- Record excerpts:
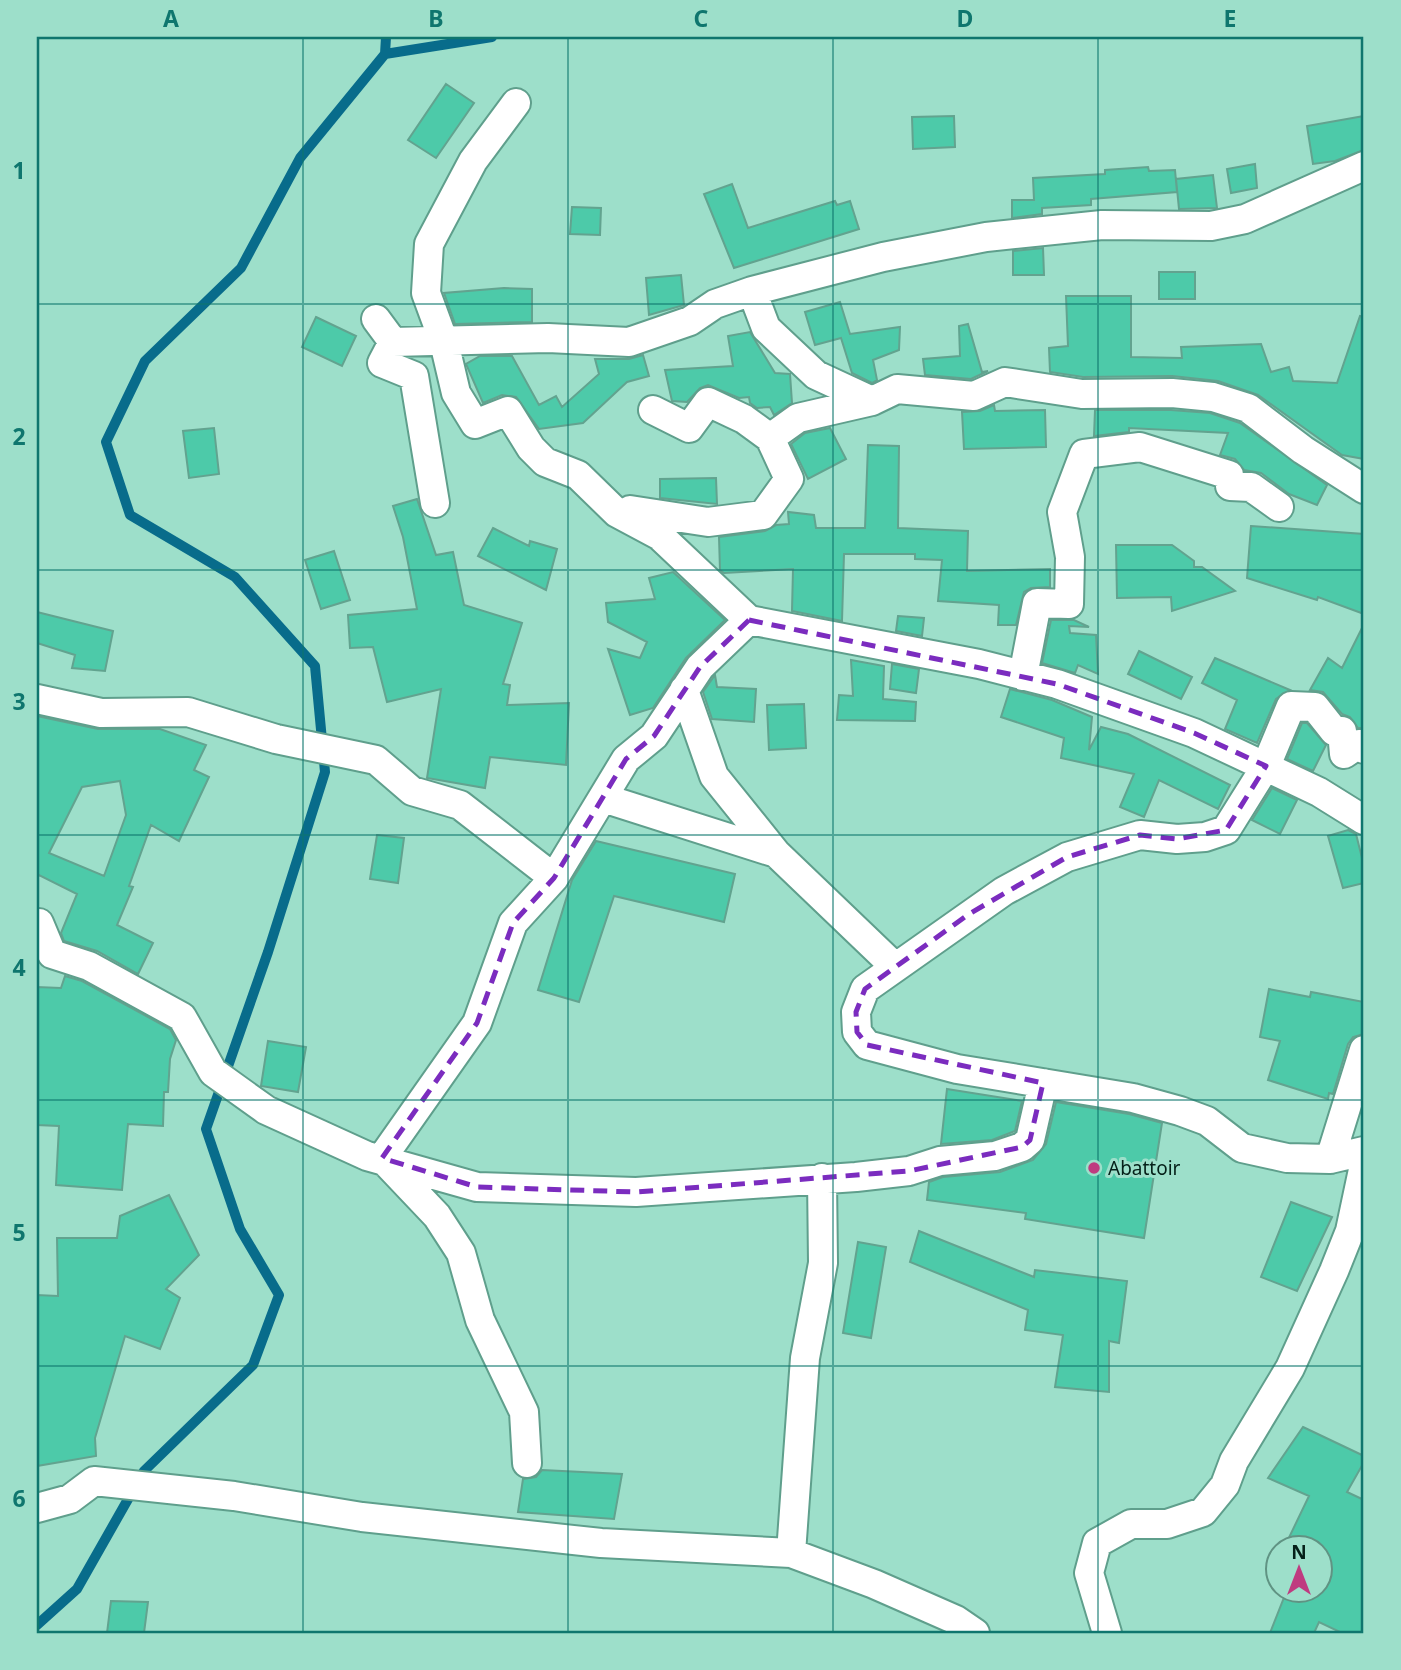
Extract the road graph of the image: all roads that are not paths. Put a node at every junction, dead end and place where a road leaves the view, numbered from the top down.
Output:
1 (516, 103) dead end
2 (1364, 166) edge
3 (752, 290) junction
4 (376, 319) dead end
5 (393, 342) junction
6 (444, 342) junction
7 (872, 401) junction
8 (653, 410) dead end
9 (770, 438) junction
10 (1364, 489) edge
11 (435, 503) dead end
12 (607, 505) junction
13 (1279, 507) dead end
14 (750, 620) junction
15 (1023, 676) junction
16 (684, 690) junction
17 (37, 699) edge
18 (1364, 749) edge
19 (1266, 766) junction
20 (603, 798) junction
21 (1364, 820) edge
22 (776, 853) junction
23 (554, 878) junction
24 (37, 923) edge
25 (894, 966) junction
26 (1364, 1050) edge
27 (1043, 1083) junction
28 (1364, 1151) edge
29 (382, 1158) junction
30 (1330, 1159) junction
31 (1364, 1165) edge
32 (822, 1178) junction
33 (527, 1463) dead end
34 (37, 1508) edge
35 (791, 1553) junction
36 (975, 1633) edge
37 (1107, 1633) edge

1 - 6 street
2 - 3 street
3 - 6 street
3 - 7 street
4 - 5 street
5 - 6 street
5 - 11 street
6 - 12 street
7 - 9 street
7 - 10 street
8 - 9 street
9 - 12 street
12 - 14 street
13 - 15 street
14 - 15 street
14 - 16 street
15 - 19 street
16 - 20 street
16 - 22 street
17 - 23 street
18 - 19 street
19 - 21 street
19 - 25 street
20 - 22 street
20 - 23 street
22 - 25 street
23 - 29 street
24 - 29 street
25 - 27 street
26 - 30 street
27 - 30 street
27 - 32 street
28 - 30 street
29 - 32 street
29 - 33 street
31 - 37 street
32 - 35 street
34 - 35 street
35 - 36 street

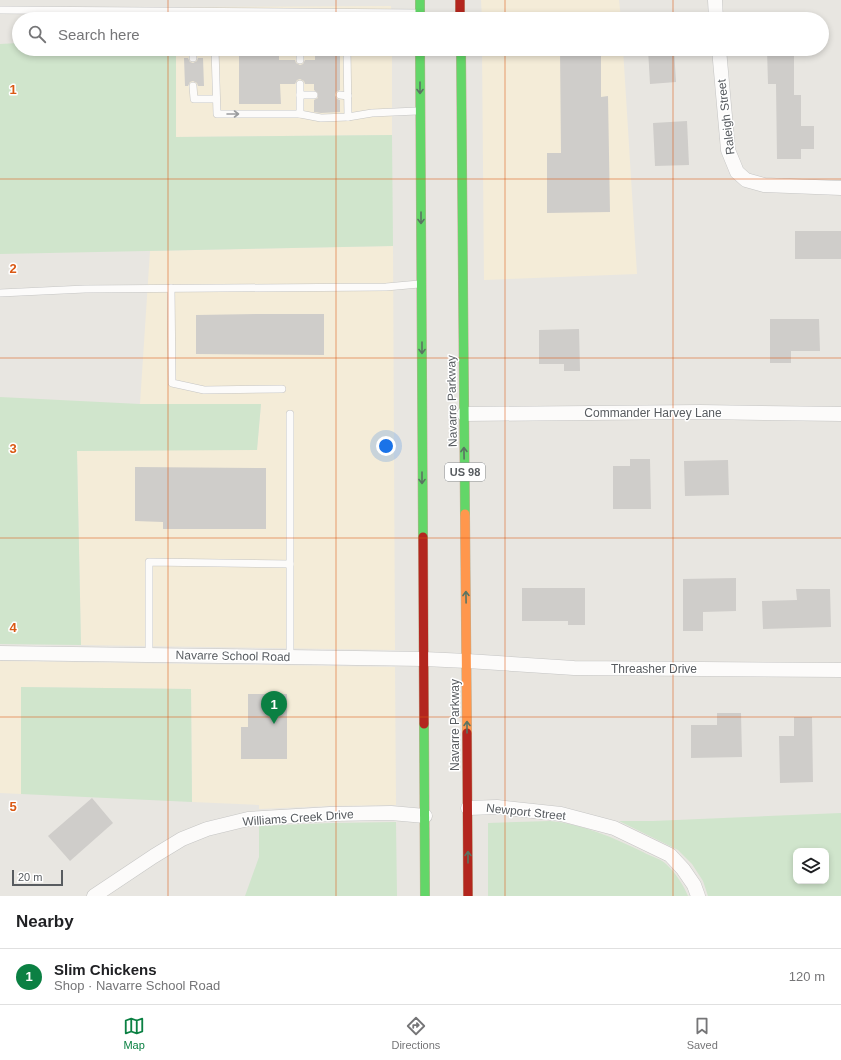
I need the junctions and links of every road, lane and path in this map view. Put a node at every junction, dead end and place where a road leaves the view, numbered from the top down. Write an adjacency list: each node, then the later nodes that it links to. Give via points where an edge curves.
1 (420, 0): 6 (highway)
2 (460, 0): 7 (highway)
3 (715, 0): 8 (street)
4 (0, 10): 5 (lane)
5 (86, 12)
6 (420, 12)
7 (460, 12)
8 (716, 12)
9 (215, 56): 22 (lane)
10 (300, 56): 15 (lane)
11 (346, 56): 21 (lane, via 344,71)
12 (420, 56): 23 (highway, one-way to 23)
13 (461, 56): 28 (highway, Navarre Parkway / US 98)
14 (720, 56): 26 (street, Raleigh Street, via 728,150 737,172 746,180 764,185)
15 (300, 60)
16 (300, 84): 18 (lane)
17 (193, 86): 22 (lane, via 194,100)
18 (300, 95): 19 (lane); 24 (lane)
19 (314, 95)
20 (340, 95): 21 (lane)
21 (348, 96): 25 (lane)
22 (216, 99): 24 (lane, one-way to 24, via 217,114)
23 (420, 111): 25 (lane); 29 (highway, one-way to 29)
24 (300, 114): 25 (lane, via 321,118)
25 (348, 117)
26 (841, 188)
27 (455, 263): 28 (highway)
28 (463, 280): 34 (highway, Navarre Parkway / US 98)
29 (422, 284): 30 (lane, via 386,287); 40 (highway, one-way to 40)
30 (170, 288): 31 (lane); 32 (lane, via 172,383 204,390)
31 (0, 293)
32 (282, 389)
33 (290, 414): 36 (lane)
34 (464, 414): 35 (street, Commander Harvey Lane); 41 (highway, Navarre Parkway / US 98, one-way to 34)
35 (841, 414)
36 (290, 564): 38 (lane, via 149,562); 39 (lane)
37 (0, 653): 38 (street, Navarre School Road)
38 (149, 655): 39 (street, Navarre School Road)
39 (290, 656): 40 (street, Navarre School Road)
40 (424, 659): 41 (street, Navarre School Road); 44 (highway)
41 (467, 661): 42 (street, Threasher Drive, via 574,668); 43 (highway, Navarre Parkway / US 98, one-way to 41)
42 (841, 670)
43 (468, 808): 47 (highway, Navarre Parkway / US 98, one-way to 43); 48 (street, Newport Street, via 497,807 561,814 614,828 670,855 694,885)
44 (425, 816): 45 (street, Williams Creek Drive, via 391,813 248,818 182,839); 46 (highway)
45 (94, 896)
46 (425, 896)
47 (468, 896)
48 (698, 896)

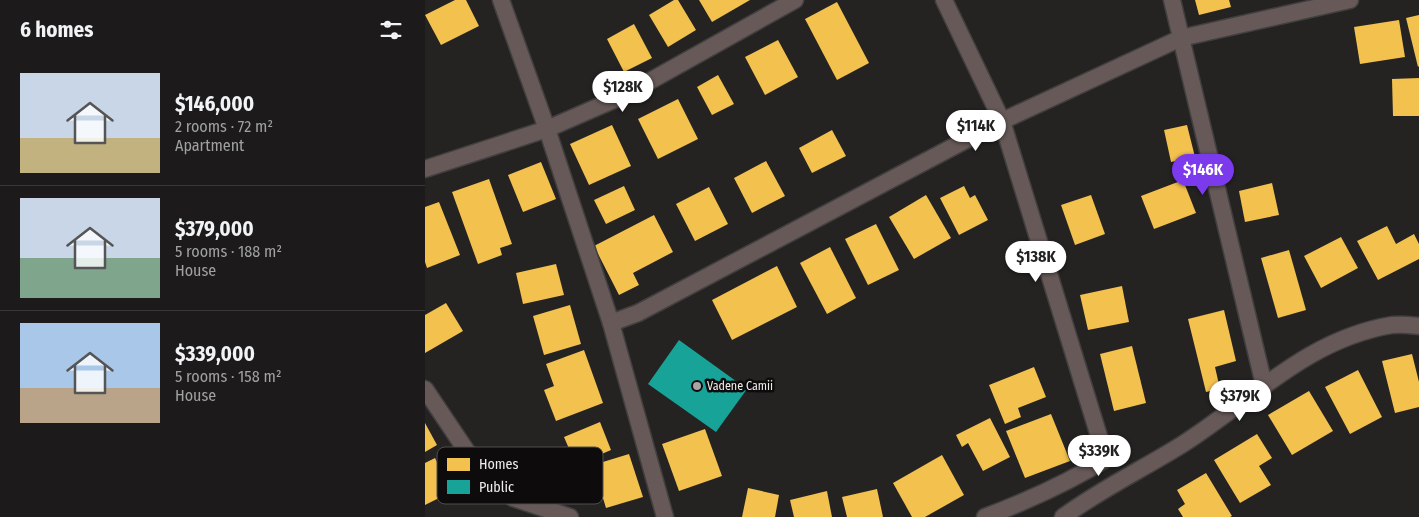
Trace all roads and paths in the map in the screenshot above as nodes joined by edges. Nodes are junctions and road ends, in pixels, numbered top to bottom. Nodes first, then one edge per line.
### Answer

- Assignment: Starting at the line with "Trace all roads", restate every line word for word through the end of the listing above.

- Response area:
Trace all roads and paths in the map in the screenshot above as nodes joined by edges. Nodes are junctions and road ends, in pixels, numbered top to bottom. Nodes first, then one edge per line.
### Answer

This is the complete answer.